I suspect that the Nexus 1 (Google's phone) will provide its owners with Root access to the phone, and this will remove the bulk of headaches from a security perspective for the service providers as they cannot control the technology on the phone to enforce user behavior.

Complexity as an indication of a raw deal

When a client sees demand pricing, it should be clear that they are not getting the best possible deal (take note European Commissioner for Competition that this a great way to determine the impact of legislation that results in protection of markets). Increased complexity of deals and an over abundance of rules is an indication that the consumer is getting a raw deal.

The role of government in competition

Lastly, how should the mobile phone networks have been built in order to circumvent the demand pricing in place today?

An option is that governments provided the call distribution infrastructure (cell towers and back-haul) and allowed companies to complete with each other on it, then the competition would probably have encouraged innovation and better pricing strategies. However, this huge new government department itself might quickly become the problem and probably should itself be given to the private sector and fragmented over a number of suppliers.
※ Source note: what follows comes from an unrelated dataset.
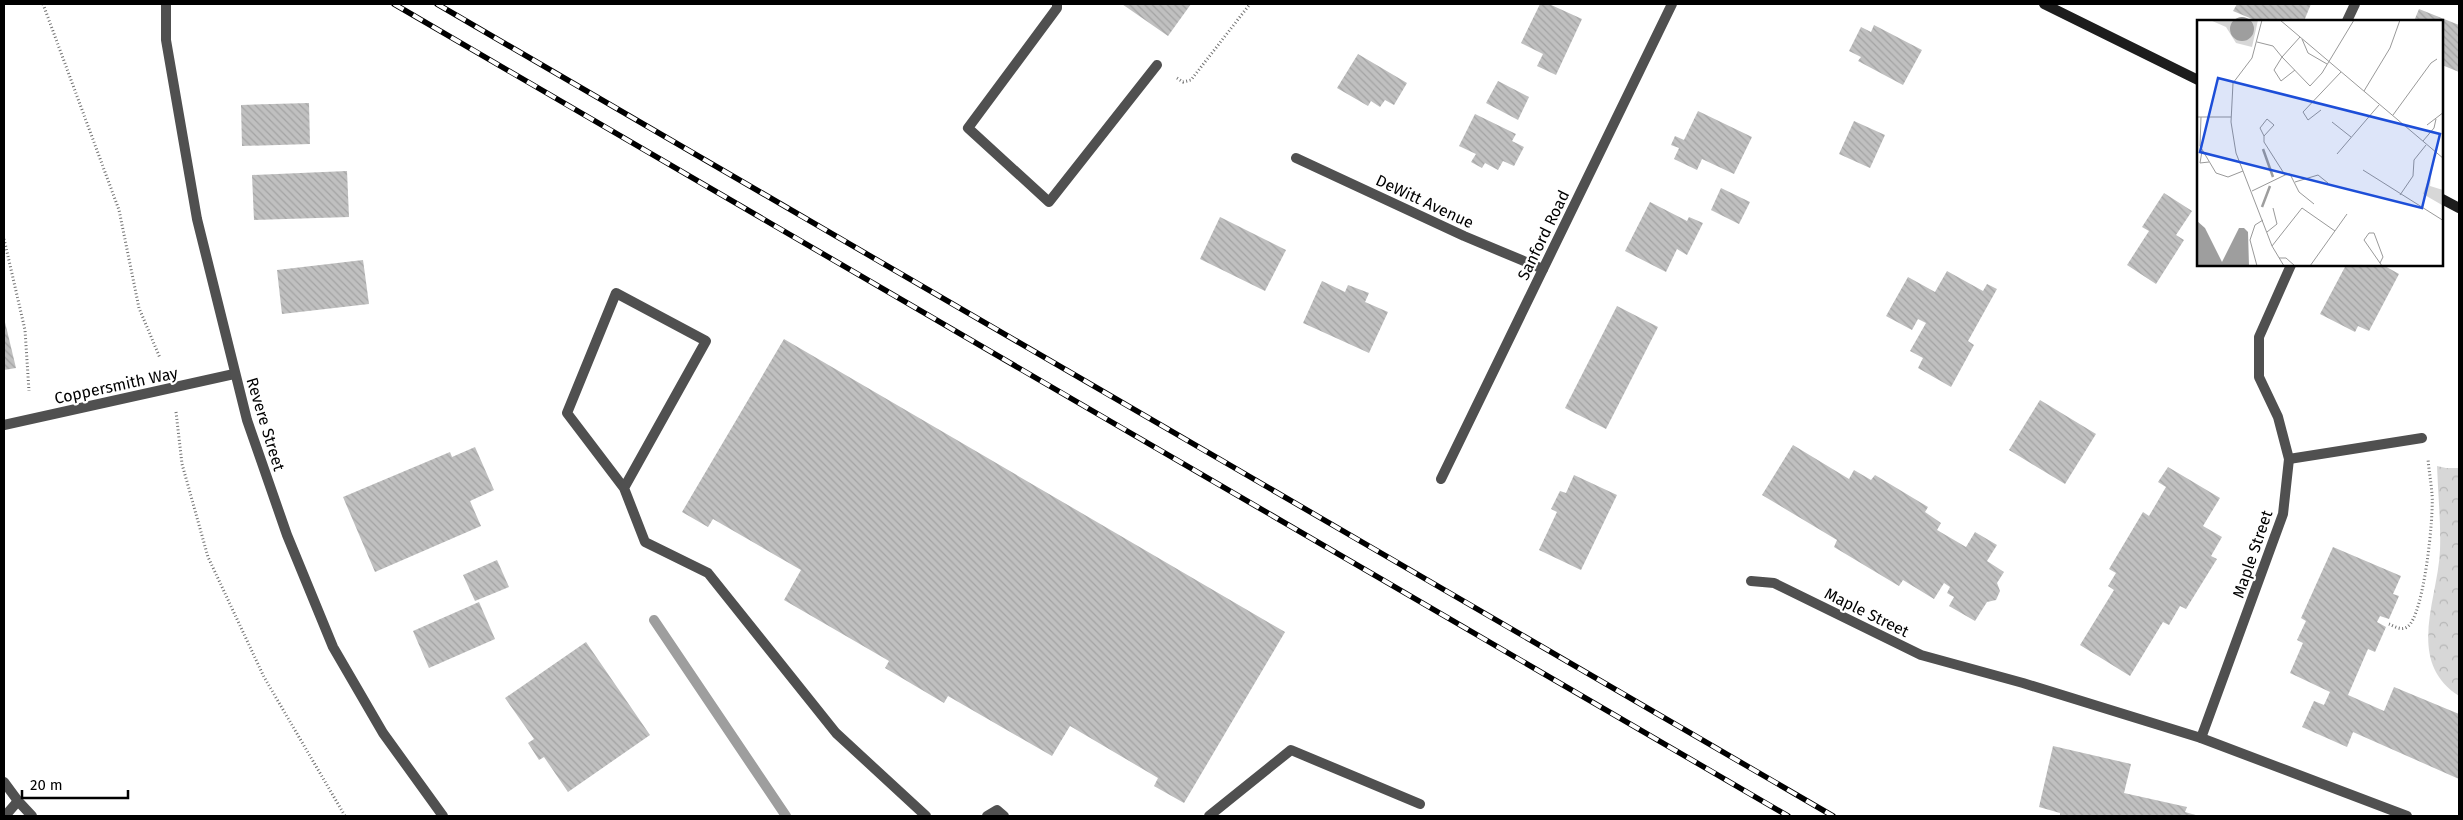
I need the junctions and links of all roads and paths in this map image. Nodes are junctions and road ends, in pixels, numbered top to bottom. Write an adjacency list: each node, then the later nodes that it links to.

By separating the companies that supply the communication infrastructure and those that sell the services on it, you keep free enterprise alive by provide choice to all parties unlike the current situation where a company like Vodafone controls not only the distribution infrastructure but everything up to the instruments and what software runs on them.

The idea of governments selling a limited number of licenses to successful bidders to own all aspects of the mobile services, in order to raise short term revenue was a short sighted view that now has us in a stranglehold of demand pricing.